> _How to complete this task_
Take the entries below and print, exactly, the stretch from the line containing "wrist: (812, 852)" through the line containing "thumb tip: (1001, 795)", both included.

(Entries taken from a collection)
'''
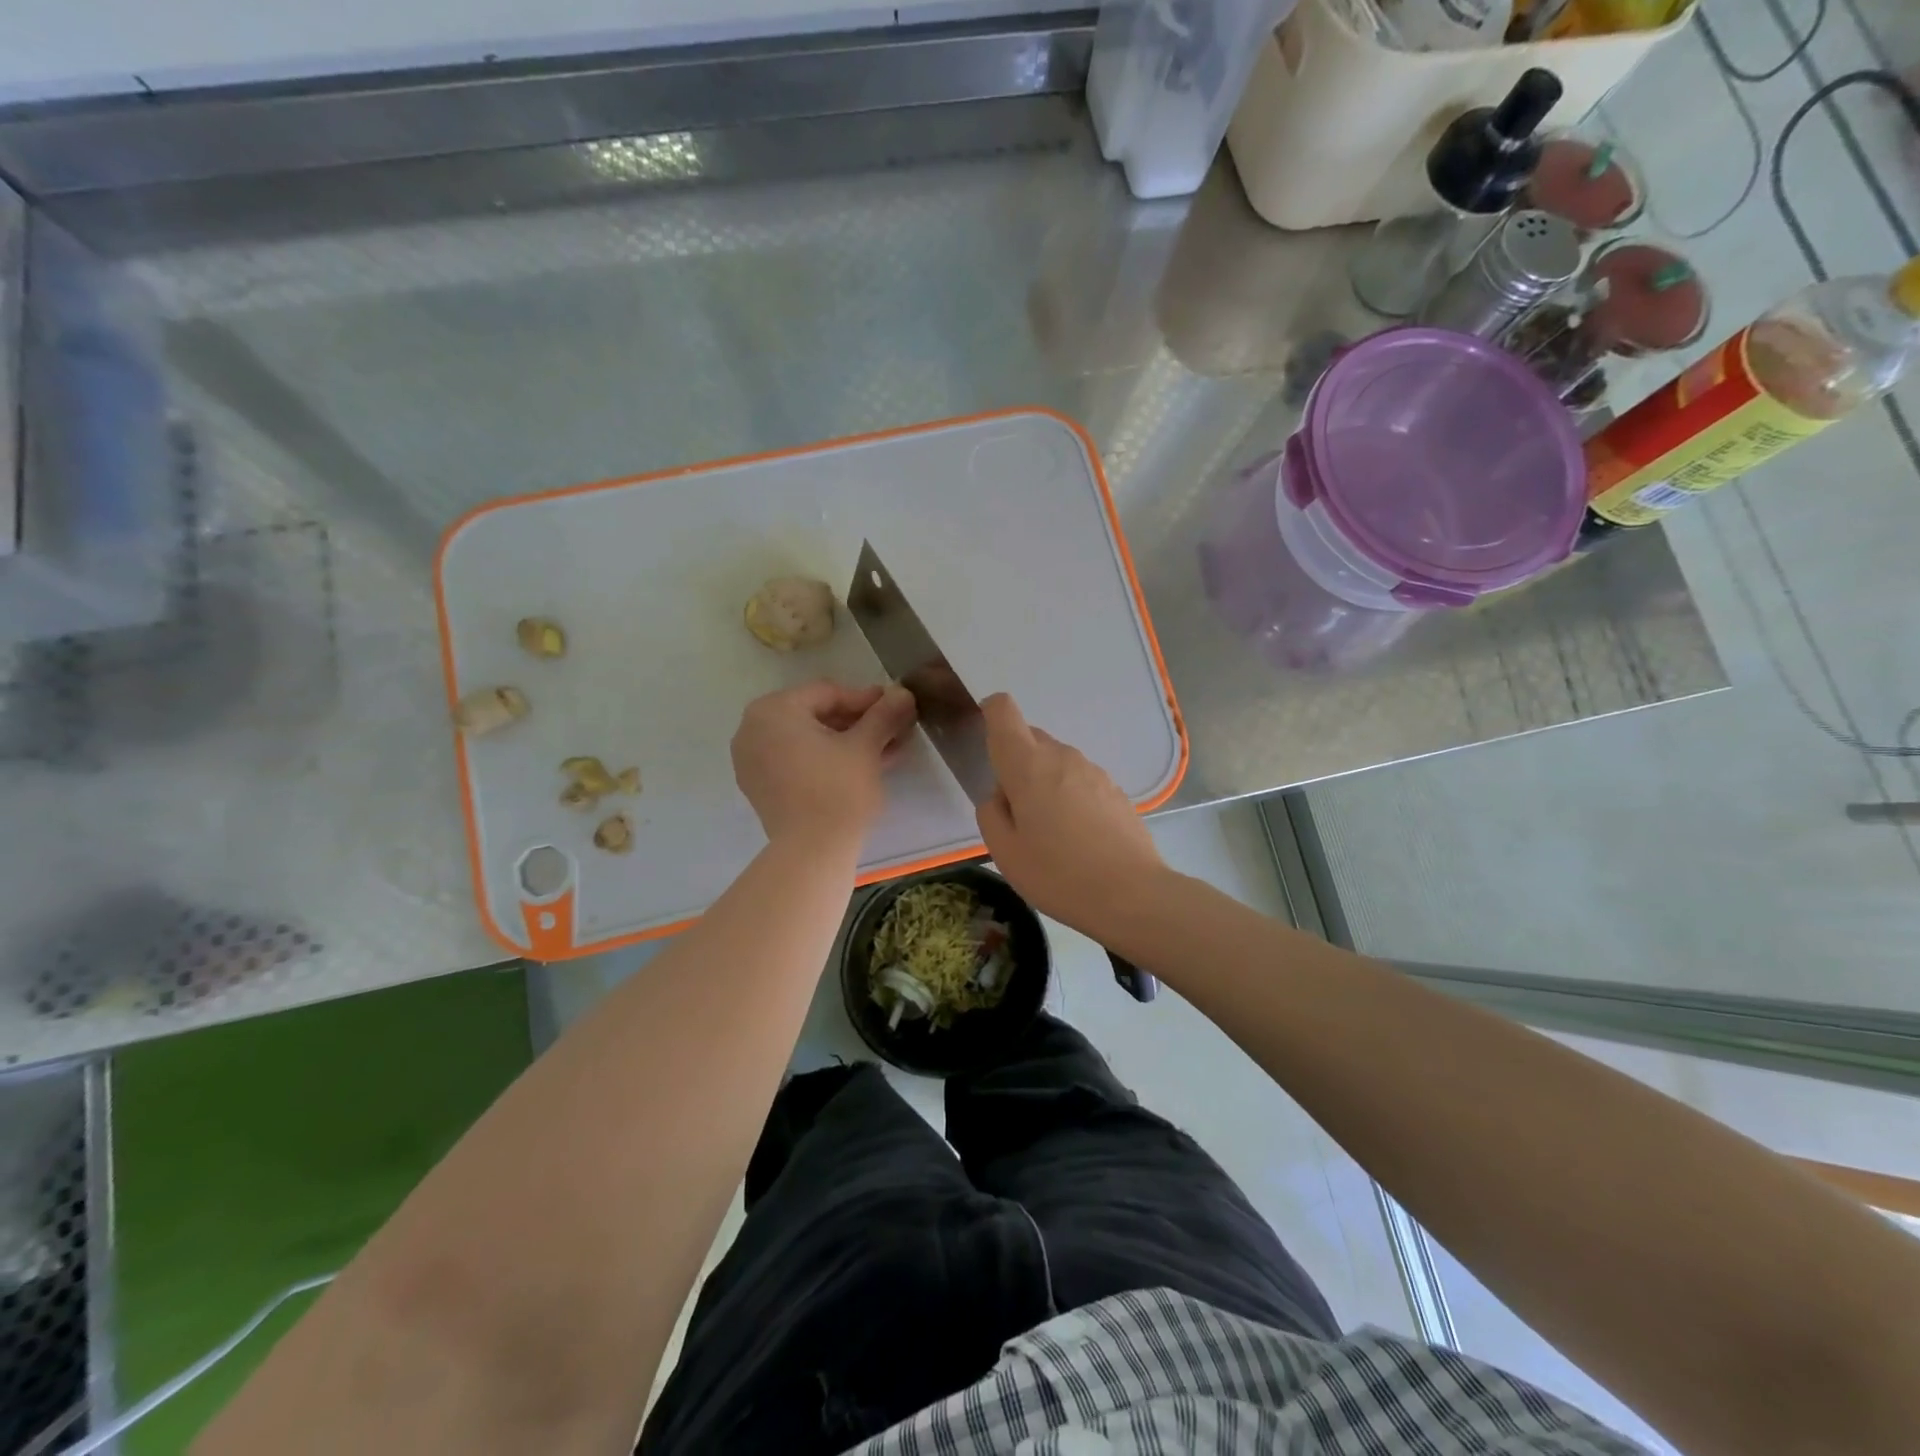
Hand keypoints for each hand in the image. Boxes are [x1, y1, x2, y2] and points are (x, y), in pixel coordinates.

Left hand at [732, 681, 916, 848]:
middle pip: (816, 715)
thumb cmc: (838, 789)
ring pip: (808, 740)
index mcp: (773, 710)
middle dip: (858, 723)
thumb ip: (883, 714)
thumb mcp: (866, 746)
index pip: (828, 694)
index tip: (896, 707)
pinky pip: (797, 761)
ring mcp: (752, 761)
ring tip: (886, 750)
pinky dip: (827, 760)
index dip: (867, 700)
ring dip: (847, 742)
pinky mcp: (761, 788)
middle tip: (893, 729)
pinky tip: (863, 767)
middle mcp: (753, 729)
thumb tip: (903, 692)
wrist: (812, 852)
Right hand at [975, 693, 1166, 938]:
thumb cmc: (1058, 874)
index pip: (1003, 711)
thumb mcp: (1005, 852)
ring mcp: (1093, 771)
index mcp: (1028, 765)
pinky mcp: (1115, 790)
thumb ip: (991, 813)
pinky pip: (1080, 781)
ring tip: (1049, 833)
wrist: (1132, 895)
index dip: (990, 714)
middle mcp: (1062, 756)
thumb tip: (1001, 795)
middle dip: (1016, 763)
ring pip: (1056, 762)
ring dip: (1044, 783)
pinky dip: (1069, 797)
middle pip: (1030, 739)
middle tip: (1016, 813)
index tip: (987, 743)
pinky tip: (1077, 839)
'''
> _Response area_
wrist: (812, 852)
Right hand at [975, 693, 1166, 938]:
thumb cmc: (1058, 874)
index pip: (1003, 711)
thumb mcp: (1005, 852)
ring mcp: (1093, 771)
index mcp: (1028, 765)
pinky mcp: (1115, 790)
thumb ip: (991, 813)
pinky pip: (1080, 781)
ring tip: (1049, 833)
wrist: (1132, 895)
index dip: (990, 714)
middle mcp: (1062, 756)
thumb tip: (1001, 795)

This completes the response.